Il clamore riservato ai dati pubblicati di recente da Coldiretti, desunti da Bankitalia, e da Istat, sui flussi turistici relativi al primo semestre dell’anno corrente, nonché il nervosismo che permea gli autorevoli commentatori all’arduo cimento chiamati, rivela in prima istanza quanto diciamo dalla primavera 2020: il mondo è cambiato. La pandemia ha costituito punto di flesso epocale e comparare dati di epoca pre-Covid con dati di epoca post-Covid è un azzardo che induce in errore. Tuttavia, almeno in primo approccio, si partecipa alla comparazione e poi proviamo a trarne conclusioni originali.

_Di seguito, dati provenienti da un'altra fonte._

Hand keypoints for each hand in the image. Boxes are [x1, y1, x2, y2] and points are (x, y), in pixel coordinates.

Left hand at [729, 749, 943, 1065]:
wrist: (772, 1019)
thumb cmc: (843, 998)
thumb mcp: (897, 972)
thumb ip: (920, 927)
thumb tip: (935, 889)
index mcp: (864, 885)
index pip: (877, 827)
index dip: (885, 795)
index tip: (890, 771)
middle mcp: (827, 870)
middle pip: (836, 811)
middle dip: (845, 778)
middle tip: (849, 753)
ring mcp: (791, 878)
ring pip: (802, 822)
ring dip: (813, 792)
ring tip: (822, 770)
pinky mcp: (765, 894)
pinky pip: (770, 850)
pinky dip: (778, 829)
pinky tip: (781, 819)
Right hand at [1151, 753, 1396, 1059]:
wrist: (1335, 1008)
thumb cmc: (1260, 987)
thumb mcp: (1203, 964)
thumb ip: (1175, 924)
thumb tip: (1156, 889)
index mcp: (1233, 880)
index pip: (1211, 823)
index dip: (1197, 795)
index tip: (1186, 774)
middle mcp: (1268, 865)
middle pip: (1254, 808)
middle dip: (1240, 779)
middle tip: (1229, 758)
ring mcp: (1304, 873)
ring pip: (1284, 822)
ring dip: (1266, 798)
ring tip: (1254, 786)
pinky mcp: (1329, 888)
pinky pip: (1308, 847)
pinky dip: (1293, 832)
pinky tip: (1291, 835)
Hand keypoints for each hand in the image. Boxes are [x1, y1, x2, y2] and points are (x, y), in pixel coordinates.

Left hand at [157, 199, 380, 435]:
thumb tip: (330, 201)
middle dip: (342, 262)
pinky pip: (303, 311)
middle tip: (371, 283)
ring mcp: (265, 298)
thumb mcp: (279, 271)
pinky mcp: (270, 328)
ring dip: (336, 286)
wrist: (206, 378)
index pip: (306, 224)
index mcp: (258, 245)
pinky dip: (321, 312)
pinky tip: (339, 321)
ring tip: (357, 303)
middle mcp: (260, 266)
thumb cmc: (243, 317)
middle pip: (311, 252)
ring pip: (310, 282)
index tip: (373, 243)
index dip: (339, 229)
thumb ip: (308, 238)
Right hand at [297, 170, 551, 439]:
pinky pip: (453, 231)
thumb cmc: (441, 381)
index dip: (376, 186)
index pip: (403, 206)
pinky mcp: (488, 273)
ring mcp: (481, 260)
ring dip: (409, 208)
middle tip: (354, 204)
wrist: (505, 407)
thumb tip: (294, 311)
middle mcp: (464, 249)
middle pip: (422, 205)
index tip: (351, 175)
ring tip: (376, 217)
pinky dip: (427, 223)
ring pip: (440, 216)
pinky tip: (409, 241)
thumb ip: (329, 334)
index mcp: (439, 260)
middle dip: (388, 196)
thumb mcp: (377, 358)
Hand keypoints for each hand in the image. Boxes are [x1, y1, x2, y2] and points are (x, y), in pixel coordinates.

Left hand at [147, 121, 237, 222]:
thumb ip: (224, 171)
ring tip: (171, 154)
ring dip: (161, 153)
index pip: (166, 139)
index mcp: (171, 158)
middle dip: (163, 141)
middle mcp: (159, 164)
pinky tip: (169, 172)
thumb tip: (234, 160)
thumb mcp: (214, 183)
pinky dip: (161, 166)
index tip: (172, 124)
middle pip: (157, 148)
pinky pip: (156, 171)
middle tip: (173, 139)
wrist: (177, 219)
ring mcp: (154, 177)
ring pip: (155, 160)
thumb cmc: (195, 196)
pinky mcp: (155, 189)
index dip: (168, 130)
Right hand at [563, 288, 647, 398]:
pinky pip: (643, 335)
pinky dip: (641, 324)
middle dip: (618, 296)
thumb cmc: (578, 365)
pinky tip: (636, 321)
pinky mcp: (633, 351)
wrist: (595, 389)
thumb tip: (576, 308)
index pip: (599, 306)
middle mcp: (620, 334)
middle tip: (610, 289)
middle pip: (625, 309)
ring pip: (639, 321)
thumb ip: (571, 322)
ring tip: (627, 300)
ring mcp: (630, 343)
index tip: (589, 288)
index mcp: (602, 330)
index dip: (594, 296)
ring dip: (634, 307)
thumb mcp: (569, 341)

7 milioni di stanieri in meno, crolla la spesa
La spesa dei turisti stranieri in Italia, primo semestre anno corrente 2021 su primo semestre anno 2020 è crollata del 36%. Il numero delle presenze di turisti stranieri è sceso da circa 17 milioni a circa 10 milioni con un impatto dirompente sull’economia del Paese. Constatazione tanto amara quanto ovvia: non è che 64 turisti stranieri potevano spendere valori pari a quelli spesi da 100 turisti stranieri. Gli statunitensi nel primo semestre anno corrente sono stati appena 78mila contro i 511mila del primo semestre 2020. Un colpo durissimo, certamente. Praticamente assenti i giapponesi, che dall’essere 82mila nel primo semestre 2020 sono stati appena 2mila in primo semestre 2021 e anche australiani e neozelandesi, crollati da 186mila a 7mila. Che il motivo principale di questi crolli siano le grandi distanze e il conseguente utilizzo obbligato del trasporto pubblico, quand’anche con esso qui si intendano i voli, lo dimostrano i cali tutto sommato contenuti dei turisti europei che, mobilitandosi sovente con auto propria, sono scesi da circa 11 milioni a circa 7 milioni.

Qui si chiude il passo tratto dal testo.